▶ [DATA FOR THIS EXERCISE]:

———

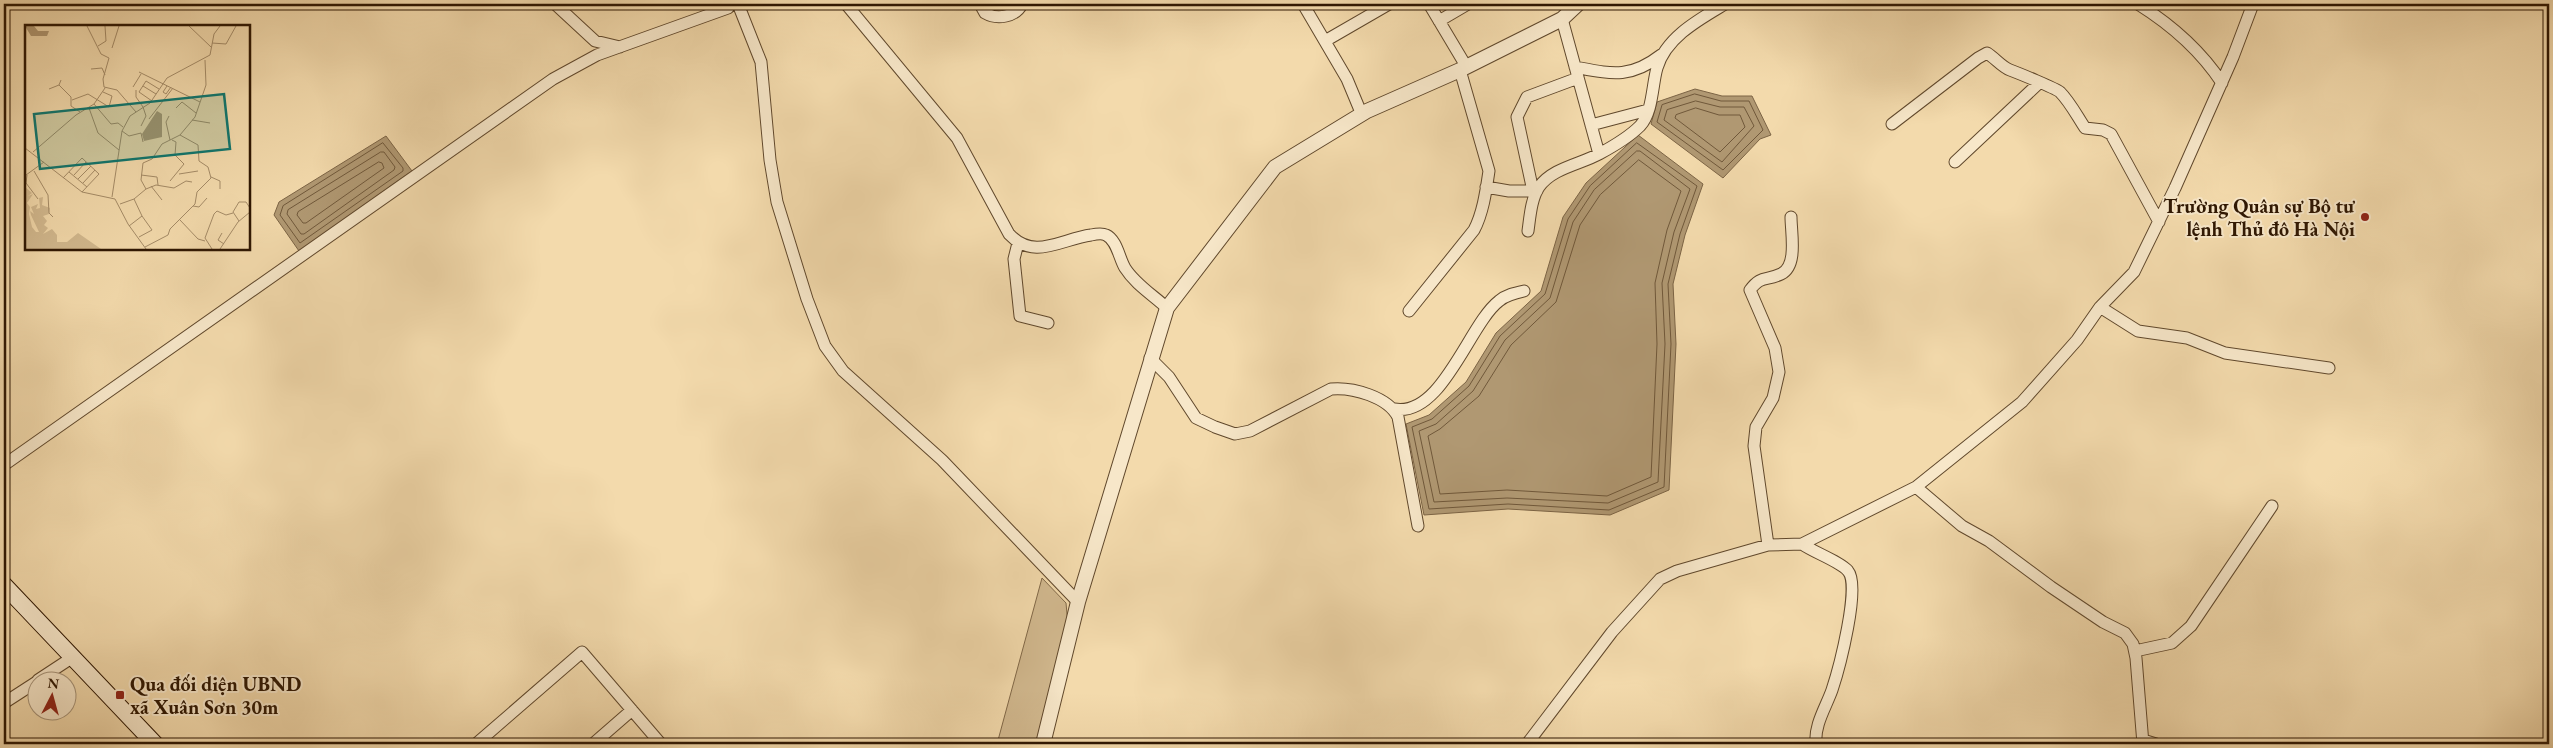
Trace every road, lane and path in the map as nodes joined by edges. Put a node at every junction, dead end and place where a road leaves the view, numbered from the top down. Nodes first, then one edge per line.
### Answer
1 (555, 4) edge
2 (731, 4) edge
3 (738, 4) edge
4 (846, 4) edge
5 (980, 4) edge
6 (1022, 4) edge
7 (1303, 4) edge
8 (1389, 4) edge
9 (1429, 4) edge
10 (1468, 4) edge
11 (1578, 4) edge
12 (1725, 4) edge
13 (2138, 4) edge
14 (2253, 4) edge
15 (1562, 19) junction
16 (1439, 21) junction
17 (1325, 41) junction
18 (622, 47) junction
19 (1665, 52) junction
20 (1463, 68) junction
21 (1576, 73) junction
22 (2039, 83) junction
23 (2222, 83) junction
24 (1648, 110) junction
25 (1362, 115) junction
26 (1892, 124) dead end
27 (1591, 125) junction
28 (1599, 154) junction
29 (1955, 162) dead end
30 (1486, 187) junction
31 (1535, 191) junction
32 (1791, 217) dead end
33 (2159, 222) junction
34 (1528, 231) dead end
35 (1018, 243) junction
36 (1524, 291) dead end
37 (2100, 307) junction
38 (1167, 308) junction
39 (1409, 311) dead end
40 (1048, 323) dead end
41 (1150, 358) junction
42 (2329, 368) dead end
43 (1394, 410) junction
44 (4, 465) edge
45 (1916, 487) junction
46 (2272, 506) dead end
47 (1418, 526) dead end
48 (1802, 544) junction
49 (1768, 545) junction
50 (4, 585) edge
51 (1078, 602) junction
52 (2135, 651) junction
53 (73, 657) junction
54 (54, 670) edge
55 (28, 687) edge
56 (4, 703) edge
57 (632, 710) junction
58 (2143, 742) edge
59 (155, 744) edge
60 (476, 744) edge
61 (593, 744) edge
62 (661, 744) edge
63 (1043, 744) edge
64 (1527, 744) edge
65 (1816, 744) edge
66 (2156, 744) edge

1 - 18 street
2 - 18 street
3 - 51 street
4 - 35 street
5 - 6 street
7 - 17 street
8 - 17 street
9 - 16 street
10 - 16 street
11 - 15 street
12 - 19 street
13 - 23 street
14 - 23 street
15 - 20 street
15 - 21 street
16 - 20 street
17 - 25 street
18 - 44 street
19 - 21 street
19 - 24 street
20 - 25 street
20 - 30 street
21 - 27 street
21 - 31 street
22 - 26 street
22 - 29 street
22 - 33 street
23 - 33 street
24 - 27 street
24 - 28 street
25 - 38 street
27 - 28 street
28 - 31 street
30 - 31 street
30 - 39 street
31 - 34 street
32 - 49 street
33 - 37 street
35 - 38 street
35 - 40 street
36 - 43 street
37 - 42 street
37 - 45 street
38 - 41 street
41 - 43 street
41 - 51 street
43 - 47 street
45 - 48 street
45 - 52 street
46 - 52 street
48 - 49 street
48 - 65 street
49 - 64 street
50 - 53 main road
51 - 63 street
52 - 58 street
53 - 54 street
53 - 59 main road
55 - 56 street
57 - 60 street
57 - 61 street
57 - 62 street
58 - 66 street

———

▶ [INSTRUCTIONS FOR THE TASK]: Copy every line in the entries above that has the string "dead" in it.

▶ [REPLY TO THE TASK]:
Trace every road, lane and path in the map as nodes joined by edges. Put a node at every junction, dead end and place where a road leaves the view, numbered from the top down. Nodes first, then one edge per line.
26 (1892, 124) dead end
29 (1955, 162) dead end
32 (1791, 217) dead end
34 (1528, 231) dead end
36 (1524, 291) dead end
39 (1409, 311) dead end
40 (1048, 323) dead end
42 (2329, 368) dead end
46 (2272, 506) dead end
47 (1418, 526) dead end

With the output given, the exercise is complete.